# Action item
Please find how many lines of the data contain the string "dead", and respond with that number only.

[Saved data entries]
+===+
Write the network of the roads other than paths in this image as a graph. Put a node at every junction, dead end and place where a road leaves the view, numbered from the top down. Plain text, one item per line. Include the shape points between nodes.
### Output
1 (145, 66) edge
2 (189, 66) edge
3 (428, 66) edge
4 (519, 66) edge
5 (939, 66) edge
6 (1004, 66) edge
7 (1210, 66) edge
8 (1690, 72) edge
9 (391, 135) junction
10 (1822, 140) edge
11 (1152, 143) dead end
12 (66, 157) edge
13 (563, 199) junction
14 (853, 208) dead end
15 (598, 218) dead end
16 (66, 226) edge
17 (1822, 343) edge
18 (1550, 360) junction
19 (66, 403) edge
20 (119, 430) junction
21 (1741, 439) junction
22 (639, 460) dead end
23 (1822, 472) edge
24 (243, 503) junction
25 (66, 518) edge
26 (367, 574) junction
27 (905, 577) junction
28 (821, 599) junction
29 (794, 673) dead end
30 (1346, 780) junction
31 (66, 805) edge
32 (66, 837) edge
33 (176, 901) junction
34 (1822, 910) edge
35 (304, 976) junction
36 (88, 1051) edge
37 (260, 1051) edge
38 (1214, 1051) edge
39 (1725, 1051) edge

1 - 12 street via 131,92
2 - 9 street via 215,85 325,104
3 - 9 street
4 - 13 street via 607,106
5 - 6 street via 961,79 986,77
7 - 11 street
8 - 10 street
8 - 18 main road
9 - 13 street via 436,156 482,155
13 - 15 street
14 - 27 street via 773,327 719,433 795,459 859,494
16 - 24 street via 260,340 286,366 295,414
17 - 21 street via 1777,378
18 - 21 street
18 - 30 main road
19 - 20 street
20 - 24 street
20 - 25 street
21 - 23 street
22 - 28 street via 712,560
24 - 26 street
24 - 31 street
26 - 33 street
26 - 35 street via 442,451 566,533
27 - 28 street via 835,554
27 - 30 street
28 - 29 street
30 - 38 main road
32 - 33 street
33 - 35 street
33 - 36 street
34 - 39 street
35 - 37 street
+===+
# Expected answer
6